=== THE PROBLEM ===
Keeping every word and mark, copy all of the data.

★ ★ ★ ★

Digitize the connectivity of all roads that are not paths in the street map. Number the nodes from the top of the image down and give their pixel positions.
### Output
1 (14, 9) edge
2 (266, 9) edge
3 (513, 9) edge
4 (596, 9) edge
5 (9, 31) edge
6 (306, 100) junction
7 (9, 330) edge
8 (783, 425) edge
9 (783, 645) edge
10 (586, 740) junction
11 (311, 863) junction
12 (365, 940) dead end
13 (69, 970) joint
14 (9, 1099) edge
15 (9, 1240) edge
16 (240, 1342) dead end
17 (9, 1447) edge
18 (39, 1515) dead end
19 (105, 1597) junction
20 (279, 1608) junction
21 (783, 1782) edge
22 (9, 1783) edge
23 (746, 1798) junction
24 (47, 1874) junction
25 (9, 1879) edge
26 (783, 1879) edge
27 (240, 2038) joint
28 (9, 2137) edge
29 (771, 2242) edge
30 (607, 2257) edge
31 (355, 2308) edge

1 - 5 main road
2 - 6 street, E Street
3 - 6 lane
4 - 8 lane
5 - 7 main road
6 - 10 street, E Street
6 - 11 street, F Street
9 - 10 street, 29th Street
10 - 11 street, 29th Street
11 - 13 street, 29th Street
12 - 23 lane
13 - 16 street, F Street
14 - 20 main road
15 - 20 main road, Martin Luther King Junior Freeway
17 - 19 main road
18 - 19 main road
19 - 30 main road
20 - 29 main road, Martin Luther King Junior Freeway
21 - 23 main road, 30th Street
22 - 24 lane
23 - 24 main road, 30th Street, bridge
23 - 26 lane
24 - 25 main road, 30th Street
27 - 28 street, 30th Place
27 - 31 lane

★ ★ ★ ★

=== RESULT ===
Digitize the connectivity of all roads that are not paths in the street map. Number the nodes from the top of the image down and give their pixel positions.
### Output
1 (14, 9) edge
2 (266, 9) edge
3 (513, 9) edge
4 (596, 9) edge
5 (9, 31) edge
6 (306, 100) junction
7 (9, 330) edge
8 (783, 425) edge
9 (783, 645) edge
10 (586, 740) junction
11 (311, 863) junction
12 (365, 940) dead end
13 (69, 970) joint
14 (9, 1099) edge
15 (9, 1240) edge
16 (240, 1342) dead end
17 (9, 1447) edge
18 (39, 1515) dead end
19 (105, 1597) junction
20 (279, 1608) junction
21 (783, 1782) edge
22 (9, 1783) edge
23 (746, 1798) junction
24 (47, 1874) junction
25 (9, 1879) edge
26 (783, 1879) edge
27 (240, 2038) joint
28 (9, 2137) edge
29 (771, 2242) edge
30 (607, 2257) edge
31 (355, 2308) edge

1 - 5 main road
2 - 6 street, E Street
3 - 6 lane
4 - 8 lane
5 - 7 main road
6 - 10 street, E Street
6 - 11 street, F Street
9 - 10 street, 29th Street
10 - 11 street, 29th Street
11 - 13 street, 29th Street
12 - 23 lane
13 - 16 street, F Street
14 - 20 main road
15 - 20 main road, Martin Luther King Junior Freeway
17 - 19 main road
18 - 19 main road
19 - 30 main road
20 - 29 main road, Martin Luther King Junior Freeway
21 - 23 main road, 30th Street
22 - 24 lane
23 - 24 main road, 30th Street, bridge
23 - 26 lane
24 - 25 main road, 30th Street
27 - 28 street, 30th Place
27 - 31 lane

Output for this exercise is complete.